### Dataset entries

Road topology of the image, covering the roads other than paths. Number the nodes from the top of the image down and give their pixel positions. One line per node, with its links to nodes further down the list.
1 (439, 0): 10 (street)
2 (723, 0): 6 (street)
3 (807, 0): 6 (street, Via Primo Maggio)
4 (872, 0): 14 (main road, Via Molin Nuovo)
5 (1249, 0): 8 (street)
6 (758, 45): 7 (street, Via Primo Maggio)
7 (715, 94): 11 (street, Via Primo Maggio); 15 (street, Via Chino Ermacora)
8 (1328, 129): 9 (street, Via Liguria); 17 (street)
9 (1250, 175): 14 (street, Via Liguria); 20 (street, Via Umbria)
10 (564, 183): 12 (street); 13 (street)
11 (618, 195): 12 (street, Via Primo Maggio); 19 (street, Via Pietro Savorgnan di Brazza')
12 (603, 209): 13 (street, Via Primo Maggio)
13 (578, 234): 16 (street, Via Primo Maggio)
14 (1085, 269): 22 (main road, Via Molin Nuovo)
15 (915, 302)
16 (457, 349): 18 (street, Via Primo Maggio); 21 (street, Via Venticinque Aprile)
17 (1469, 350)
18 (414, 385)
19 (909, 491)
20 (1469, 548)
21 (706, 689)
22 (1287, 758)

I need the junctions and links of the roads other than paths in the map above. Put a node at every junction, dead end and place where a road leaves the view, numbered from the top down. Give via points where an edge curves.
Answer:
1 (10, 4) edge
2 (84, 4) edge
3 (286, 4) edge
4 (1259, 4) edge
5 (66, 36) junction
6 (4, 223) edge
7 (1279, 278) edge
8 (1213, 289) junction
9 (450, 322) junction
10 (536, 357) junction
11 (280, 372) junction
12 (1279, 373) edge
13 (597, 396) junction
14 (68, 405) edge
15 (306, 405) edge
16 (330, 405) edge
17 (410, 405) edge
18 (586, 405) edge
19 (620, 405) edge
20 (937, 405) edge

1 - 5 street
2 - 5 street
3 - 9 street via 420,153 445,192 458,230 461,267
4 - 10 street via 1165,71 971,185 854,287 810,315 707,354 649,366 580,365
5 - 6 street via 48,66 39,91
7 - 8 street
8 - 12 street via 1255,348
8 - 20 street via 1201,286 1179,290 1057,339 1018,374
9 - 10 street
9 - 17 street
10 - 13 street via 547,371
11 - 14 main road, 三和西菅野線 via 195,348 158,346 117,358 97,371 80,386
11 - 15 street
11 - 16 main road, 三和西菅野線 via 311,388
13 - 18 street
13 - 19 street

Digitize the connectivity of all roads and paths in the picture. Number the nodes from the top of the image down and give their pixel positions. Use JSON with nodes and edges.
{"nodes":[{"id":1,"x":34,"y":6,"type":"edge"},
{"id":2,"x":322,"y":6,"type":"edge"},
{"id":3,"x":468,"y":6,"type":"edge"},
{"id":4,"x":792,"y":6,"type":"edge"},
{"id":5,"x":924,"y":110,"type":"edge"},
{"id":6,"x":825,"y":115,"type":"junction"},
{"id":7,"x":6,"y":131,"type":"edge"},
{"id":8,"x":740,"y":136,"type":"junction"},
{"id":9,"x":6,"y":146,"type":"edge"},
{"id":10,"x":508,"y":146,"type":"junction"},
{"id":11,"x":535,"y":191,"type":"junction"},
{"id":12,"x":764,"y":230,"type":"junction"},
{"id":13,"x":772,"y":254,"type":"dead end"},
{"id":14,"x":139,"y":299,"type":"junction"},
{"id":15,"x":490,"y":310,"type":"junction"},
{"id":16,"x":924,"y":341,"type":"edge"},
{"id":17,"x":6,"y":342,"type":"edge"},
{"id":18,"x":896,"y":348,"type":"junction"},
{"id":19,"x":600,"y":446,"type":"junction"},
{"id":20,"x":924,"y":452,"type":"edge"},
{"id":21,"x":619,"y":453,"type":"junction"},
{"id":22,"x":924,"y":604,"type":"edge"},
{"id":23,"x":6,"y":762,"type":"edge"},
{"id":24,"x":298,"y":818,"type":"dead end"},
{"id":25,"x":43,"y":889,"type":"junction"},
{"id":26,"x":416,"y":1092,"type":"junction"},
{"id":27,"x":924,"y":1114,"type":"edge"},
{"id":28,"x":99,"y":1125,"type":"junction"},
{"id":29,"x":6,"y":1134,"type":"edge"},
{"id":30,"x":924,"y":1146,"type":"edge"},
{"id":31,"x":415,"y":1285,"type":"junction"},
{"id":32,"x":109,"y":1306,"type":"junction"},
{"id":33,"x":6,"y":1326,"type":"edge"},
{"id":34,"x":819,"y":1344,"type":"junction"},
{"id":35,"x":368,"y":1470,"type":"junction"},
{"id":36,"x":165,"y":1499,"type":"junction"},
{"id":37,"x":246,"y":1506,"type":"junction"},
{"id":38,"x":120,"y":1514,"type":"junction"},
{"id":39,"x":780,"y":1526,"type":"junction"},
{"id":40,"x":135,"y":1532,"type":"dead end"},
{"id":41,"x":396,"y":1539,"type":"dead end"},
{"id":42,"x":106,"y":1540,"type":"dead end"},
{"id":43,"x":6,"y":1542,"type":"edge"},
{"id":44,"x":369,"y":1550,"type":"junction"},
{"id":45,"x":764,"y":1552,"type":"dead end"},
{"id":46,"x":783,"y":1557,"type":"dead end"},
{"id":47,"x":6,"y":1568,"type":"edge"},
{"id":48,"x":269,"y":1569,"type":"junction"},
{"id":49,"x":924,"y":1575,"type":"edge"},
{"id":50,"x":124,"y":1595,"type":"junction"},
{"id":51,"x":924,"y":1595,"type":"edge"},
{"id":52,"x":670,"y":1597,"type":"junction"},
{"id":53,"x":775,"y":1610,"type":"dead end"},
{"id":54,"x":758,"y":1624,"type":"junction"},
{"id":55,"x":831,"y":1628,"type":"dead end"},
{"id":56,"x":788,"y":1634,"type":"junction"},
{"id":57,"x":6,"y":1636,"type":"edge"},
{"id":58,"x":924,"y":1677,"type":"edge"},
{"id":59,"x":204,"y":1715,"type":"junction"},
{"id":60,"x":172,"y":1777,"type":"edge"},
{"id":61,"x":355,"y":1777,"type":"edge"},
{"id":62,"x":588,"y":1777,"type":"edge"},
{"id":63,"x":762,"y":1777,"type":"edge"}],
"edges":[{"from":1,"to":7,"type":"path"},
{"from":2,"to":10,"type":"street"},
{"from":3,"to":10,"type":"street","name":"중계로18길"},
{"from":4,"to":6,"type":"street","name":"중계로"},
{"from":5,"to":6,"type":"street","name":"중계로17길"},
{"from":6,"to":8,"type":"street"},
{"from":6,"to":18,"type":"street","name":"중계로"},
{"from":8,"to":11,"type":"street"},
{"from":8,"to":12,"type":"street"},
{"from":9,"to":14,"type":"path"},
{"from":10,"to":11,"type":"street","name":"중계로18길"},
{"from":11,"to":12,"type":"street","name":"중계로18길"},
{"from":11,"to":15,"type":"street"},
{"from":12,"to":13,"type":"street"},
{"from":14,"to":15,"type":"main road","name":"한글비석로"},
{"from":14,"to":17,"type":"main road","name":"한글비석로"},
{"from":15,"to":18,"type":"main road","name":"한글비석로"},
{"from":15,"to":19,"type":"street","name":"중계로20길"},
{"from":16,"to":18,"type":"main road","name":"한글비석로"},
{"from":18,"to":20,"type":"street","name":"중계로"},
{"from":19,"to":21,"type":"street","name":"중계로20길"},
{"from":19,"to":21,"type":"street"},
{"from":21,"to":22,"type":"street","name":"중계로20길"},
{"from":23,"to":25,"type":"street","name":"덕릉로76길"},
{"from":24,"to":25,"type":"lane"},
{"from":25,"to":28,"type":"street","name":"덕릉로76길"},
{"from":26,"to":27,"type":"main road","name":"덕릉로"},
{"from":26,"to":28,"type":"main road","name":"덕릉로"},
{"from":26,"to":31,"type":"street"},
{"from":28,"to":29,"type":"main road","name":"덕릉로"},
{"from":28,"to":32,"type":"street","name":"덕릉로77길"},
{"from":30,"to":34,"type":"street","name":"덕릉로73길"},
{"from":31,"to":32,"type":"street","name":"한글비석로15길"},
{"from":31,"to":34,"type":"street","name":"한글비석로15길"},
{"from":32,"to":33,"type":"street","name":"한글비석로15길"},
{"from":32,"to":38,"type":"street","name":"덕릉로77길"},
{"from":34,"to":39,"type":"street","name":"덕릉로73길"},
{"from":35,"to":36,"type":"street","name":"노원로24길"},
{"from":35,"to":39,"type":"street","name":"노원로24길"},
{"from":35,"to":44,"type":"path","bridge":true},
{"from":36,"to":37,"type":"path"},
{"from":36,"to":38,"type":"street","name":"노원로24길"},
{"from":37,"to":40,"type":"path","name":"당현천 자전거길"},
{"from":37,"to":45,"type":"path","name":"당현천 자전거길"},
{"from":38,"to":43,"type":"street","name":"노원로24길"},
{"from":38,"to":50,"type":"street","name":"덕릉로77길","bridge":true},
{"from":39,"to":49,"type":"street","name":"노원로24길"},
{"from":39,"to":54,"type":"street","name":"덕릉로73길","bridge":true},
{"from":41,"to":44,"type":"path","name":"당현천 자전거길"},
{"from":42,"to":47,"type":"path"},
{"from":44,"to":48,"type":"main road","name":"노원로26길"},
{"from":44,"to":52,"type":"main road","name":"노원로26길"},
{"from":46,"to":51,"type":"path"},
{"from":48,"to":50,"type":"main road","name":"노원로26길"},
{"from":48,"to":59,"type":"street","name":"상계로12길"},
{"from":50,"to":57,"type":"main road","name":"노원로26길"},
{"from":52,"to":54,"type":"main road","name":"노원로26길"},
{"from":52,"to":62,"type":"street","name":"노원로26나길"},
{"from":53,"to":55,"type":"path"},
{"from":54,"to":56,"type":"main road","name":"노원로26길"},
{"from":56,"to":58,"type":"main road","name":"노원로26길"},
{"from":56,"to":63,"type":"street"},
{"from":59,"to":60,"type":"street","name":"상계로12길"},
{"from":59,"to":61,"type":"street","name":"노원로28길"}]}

### Work request
Over all the entries, say how many lines hold the string "with". The reply is the number alone.

### Problem solution
2